Pero la geopolítica eclesial sería intranscendente si no se le discierne evangélicamente, teniendo como referente a la praxis de Jesús. Por eso Francisco la entiende como ejercicio y práctica de una soteriología de la misericordia en clave intercultural e interreligiosa. Así lo explicó en uno de sus discursos dirigidos al cuerpo diplomático acreditado ante la Santa Sede: «la misericordia ha sido el “hilo conductor” que ha guiado mis viajes apostólicos durante el año pasado. Me refiero en primer lugar a la visita a Sarajevo, ciudad profundamente golpeada por la guerra en los Balcanes y capital de un país, Bosnia y Herzegovina, que tiene un significado especial para Europa y para el mundo entero. Como encrucijada de culturas, naciones y religiones se está esforzando, con resultados positivos, en construir puentes nuevos, valorar lo que une y ver las diferencias como oportunidades de crecimiento en el respeto de todos.

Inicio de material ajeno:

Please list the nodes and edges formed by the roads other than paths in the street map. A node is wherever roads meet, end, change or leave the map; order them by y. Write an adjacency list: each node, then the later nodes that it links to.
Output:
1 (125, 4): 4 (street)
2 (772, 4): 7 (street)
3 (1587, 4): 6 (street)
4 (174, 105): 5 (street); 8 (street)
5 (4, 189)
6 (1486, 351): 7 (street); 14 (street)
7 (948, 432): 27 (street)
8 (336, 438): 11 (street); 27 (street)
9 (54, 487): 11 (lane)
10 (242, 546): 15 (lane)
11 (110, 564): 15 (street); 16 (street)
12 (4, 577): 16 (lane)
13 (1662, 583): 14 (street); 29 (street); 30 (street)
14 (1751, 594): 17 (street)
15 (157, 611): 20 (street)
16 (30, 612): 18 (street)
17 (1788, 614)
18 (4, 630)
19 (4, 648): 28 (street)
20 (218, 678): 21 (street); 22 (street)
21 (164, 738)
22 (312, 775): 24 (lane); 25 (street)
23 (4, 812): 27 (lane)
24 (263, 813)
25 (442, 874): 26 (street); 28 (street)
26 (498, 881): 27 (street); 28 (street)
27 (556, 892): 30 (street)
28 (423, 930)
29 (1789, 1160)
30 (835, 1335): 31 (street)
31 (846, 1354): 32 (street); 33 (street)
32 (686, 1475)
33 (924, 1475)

Esto es posible a través del diálogo paciente y confiado, que sabe respetar los valores de la cultura de cada uno y acoger lo que hay de bueno en las experiencias de los demás. Pienso también en el viaje a Bolivia, Ecuador y Paraguay, donde encontré pueblos que no se rinden ante las dificultades, y se enfrentan con valentía, determinación y espíritu de fraternidad a los muchos retos que los afligen, empezando por la pobreza generalizada y las desigualdades sociales. En el viaje a Cuba y a los Estados Unidos de América pude abrazar a dos países que durante mucho tiempo han estado divididos, y que han decidido escribir una nueva página de la historia, emprendiendo un camino de acercamiento y reconciliación».

El Papa entiende que la geopolítica es una forma de praxis pastoral que anticipa lo que sería la vida si se asume desde la justicia y la misericordia, desde el principio que reza: «nunca dar nada por perdido» (FRANCISCO, Mensaje para la 50 Jornada Mundial de las Comunicaciones Sociales, 24 de enero de 2016). Esa es la gracia de quien vive y cree en la misericordia como poder para cambiar, que llama a la redención de la injusticia existente. En otras palabras se trata de «no considerar jamás a nada ni nadie como definitivamente perdido en las relaciones entre las naciones, los pueblos y los Estados».

Este enfoque geopolítico pastoral exige mirar al mundo desde su reverso, desde los que más sufren y contribuir a eliminar las causas de la injusticia global. Como lo expresó en su visita Apostólica a México: «pidámosle a nuestro Dios el don de la conversión, el don de las lágrimas, pidámosle tener el corazón abierto a los que sufren (...) Siempre hay tiempo de cambiar, siempre hay una salida, siempre hay una oportunidad, siempre hay tiempo de implorar la misericordia del Padre».

Francisco nos propone mirar a través de los ojos de su geopolítica pastoral al servicio de los pueblos y sus culturas; pide que construyamos una cultura del encuentro, antes que del consumo. Por ello, del mismo modo como la evangelización va unida al esfuerzo por preservar y fomentar la diversidad cultural frente a todo proceso de adoctrinamiento, también el posicionamiento geopolítico será crítico de cualquier sometimiento ideológico de los pueblos y sus culturas.